• **Exercise prompt**:
Return the entire listing, character for character.
BEGIN Data records
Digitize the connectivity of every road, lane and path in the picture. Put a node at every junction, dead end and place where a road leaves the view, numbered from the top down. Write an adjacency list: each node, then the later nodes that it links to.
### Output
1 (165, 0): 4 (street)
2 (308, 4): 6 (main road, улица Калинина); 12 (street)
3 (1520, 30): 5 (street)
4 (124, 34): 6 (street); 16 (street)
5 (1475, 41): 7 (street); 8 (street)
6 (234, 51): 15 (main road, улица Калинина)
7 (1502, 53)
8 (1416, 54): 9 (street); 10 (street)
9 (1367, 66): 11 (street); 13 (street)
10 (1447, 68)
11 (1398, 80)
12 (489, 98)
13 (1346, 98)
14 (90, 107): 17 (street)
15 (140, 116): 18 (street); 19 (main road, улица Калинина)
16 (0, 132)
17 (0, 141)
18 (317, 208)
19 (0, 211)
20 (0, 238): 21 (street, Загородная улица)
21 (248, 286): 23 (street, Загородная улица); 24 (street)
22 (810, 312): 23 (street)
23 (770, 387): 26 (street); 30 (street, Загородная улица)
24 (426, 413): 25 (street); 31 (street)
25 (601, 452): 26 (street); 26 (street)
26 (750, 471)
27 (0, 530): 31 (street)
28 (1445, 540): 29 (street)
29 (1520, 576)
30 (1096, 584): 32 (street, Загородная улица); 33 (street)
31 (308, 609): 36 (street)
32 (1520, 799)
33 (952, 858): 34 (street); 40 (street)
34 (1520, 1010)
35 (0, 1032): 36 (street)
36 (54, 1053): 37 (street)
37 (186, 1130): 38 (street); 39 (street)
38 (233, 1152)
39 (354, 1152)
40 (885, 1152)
END Data records
• **Answer to this exercise**:
Digitize the connectivity of every road, lane and path in the picture. Put a node at every junction, dead end and place where a road leaves the view, numbered from the top down. Write an adjacency list: each node, then the later nodes that it links to.
### Output
1 (165, 0): 4 (street)
2 (308, 4): 6 (main road, улица Калинина); 12 (street)
3 (1520, 30): 5 (street)
4 (124, 34): 6 (street); 16 (street)
5 (1475, 41): 7 (street); 8 (street)
6 (234, 51): 15 (main road, улица Калинина)
7 (1502, 53)
8 (1416, 54): 9 (street); 10 (street)
9 (1367, 66): 11 (street); 13 (street)
10 (1447, 68)
11 (1398, 80)
12 (489, 98)
13 (1346, 98)
14 (90, 107): 17 (street)
15 (140, 116): 18 (street); 19 (main road, улица Калинина)
16 (0, 132)
17 (0, 141)
18 (317, 208)
19 (0, 211)
20 (0, 238): 21 (street, Загородная улица)
21 (248, 286): 23 (street, Загородная улица); 24 (street)
22 (810, 312): 23 (street)
23 (770, 387): 26 (street); 30 (street, Загородная улица)
24 (426, 413): 25 (street); 31 (street)
25 (601, 452): 26 (street); 26 (street)
26 (750, 471)
27 (0, 530): 31 (street)
28 (1445, 540): 29 (street)
29 (1520, 576)
30 (1096, 584): 32 (street, Загородная улица); 33 (street)
31 (308, 609): 36 (street)
32 (1520, 799)
33 (952, 858): 34 (street); 40 (street)
34 (1520, 1010)
35 (0, 1032): 36 (street)
36 (54, 1053): 37 (street)
37 (186, 1130): 38 (street); 39 (street)
38 (233, 1152)
39 (354, 1152)
40 (885, 1152)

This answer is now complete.